Collect a single rollout.

def update_rollout_size(self) -> None

class BatchSampler(BatchCallback):

BatchSampler class is used to provide batches of data for the RL training callbacks. In every BP step, it samples one batch from either the gym buffer or the model buffer based on a Bernoulli probability distribution. It outputs the batch to a separate data-group which will be used by other RL training callbacks.

Arguments: dataloader (MemoryLoader): the dataloader to load data from the model buffer prob_scheduler (BPStepScheduler): the scheduler to update the prob of data samples to come from the model vs. the Gym buffer data_group (str): the data_group to receive data rl_data_group (str): the data_group to upload data for RL training generator (torch.Generator (optional)): an optional random generator

Methods

def __init__(
    self,
    dataloader,
    prob_scheduler,
    data_group,
    rl_data_group,
    generator
) -> None

Arguments:

  • dataloader(MemoryLoader)
  • prob_scheduler(BPStepScheduler)
  • data_group(str) (default: default)
  • rl_data_group(str) (default: rl_buffer)
  • generator(Optional[torch.Generator])
def begin_batch(self) -> None

Generates a batch of data either by sampling from the model buffer or by cloning the input batch

Returns:

  • the batch of data
def sample_model_batch(self) -> None

Samples a batch of data from the model buffer

Returns:

  • batch samples
def use_model_batch(self) -> None

Decides if batch should come from the model-generated buffer

Returns:

  • True if model samples should be used, False otherwise.

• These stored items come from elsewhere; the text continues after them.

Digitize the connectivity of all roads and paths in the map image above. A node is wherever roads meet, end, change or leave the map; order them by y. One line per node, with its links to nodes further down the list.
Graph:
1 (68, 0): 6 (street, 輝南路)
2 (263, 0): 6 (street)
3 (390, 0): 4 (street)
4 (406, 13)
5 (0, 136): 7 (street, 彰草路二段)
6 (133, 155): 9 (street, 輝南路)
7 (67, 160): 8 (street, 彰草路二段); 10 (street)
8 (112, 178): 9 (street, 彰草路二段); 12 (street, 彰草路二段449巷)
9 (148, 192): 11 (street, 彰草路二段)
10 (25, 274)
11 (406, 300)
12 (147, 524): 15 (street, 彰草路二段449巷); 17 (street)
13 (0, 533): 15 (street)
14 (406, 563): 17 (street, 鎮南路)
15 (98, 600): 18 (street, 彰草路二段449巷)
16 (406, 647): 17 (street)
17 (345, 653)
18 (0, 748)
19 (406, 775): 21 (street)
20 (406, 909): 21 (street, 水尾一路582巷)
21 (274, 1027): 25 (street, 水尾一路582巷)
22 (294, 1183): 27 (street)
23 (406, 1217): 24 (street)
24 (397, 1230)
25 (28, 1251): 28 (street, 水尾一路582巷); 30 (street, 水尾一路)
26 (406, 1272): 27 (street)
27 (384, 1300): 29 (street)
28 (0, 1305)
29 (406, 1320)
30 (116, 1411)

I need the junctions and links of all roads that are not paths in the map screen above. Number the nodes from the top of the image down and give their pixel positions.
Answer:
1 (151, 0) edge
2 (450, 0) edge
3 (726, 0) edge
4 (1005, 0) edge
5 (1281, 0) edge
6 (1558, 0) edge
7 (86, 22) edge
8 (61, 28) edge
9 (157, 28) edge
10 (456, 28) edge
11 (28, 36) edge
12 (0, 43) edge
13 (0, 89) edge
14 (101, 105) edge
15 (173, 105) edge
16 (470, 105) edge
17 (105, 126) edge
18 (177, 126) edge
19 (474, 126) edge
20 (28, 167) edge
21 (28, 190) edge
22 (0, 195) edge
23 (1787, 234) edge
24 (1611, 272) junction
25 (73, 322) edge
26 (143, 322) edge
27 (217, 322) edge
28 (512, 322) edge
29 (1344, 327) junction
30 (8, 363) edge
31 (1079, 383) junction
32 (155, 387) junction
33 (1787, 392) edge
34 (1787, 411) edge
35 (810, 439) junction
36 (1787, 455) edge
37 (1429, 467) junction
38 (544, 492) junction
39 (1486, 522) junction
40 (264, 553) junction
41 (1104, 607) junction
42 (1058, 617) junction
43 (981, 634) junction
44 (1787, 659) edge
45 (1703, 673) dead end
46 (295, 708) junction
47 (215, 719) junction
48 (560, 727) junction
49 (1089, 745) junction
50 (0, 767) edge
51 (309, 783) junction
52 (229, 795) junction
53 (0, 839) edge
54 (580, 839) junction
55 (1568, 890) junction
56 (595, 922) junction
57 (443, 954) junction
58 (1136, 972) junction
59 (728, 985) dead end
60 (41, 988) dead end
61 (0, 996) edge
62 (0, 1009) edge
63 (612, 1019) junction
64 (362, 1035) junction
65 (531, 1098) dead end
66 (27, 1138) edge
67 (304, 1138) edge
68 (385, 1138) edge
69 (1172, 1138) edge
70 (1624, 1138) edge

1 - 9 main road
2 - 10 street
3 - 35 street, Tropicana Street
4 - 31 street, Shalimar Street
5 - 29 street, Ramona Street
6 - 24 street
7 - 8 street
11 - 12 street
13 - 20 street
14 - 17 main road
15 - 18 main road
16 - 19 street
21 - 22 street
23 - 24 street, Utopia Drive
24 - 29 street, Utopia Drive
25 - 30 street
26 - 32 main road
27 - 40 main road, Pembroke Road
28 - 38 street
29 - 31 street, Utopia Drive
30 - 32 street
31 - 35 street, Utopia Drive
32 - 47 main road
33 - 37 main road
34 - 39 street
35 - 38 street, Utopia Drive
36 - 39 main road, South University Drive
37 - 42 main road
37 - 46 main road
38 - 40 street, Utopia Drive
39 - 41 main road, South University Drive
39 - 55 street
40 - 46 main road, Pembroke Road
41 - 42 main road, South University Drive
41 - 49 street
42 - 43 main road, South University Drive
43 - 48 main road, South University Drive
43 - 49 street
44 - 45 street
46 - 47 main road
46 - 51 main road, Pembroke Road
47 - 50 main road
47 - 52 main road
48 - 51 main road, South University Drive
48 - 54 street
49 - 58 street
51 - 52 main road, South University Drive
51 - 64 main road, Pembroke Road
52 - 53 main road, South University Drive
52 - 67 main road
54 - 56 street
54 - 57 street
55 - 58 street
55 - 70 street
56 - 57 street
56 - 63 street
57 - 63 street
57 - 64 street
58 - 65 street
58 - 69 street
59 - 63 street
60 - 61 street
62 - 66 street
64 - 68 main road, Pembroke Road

class LossProgressCheck(LoggingMixin, BatchCallback):

Methods

def __init__(self, model, num_bp, data_group, input_key) -> None
def begin_batch(self) -> None
def end_cycle(self) -> None
def get_batch(self, observation, next_observation, actions, rewards) -> None

class DeterministicModel(nn.Module):

Methods

def __init__(self, in_size, out_size, device, hidden_size, num_hidden_layers) -> None
def forward(self, x) -> torch.Tensor
def loss(self, model_in, target) -> tuple[torch.Tensor, dict[str, any]]
def sample(self, model_input, rng) -> torch.Tensor

Samples next observation, reward and terminal from the model.

Arguments:

  • model_input(torch.Tensor): the observation and action.
  • rng(torch.Generator): a random number generator.

Returns:

  • predicted observation, rewards, terminal indicator and model state dictionary.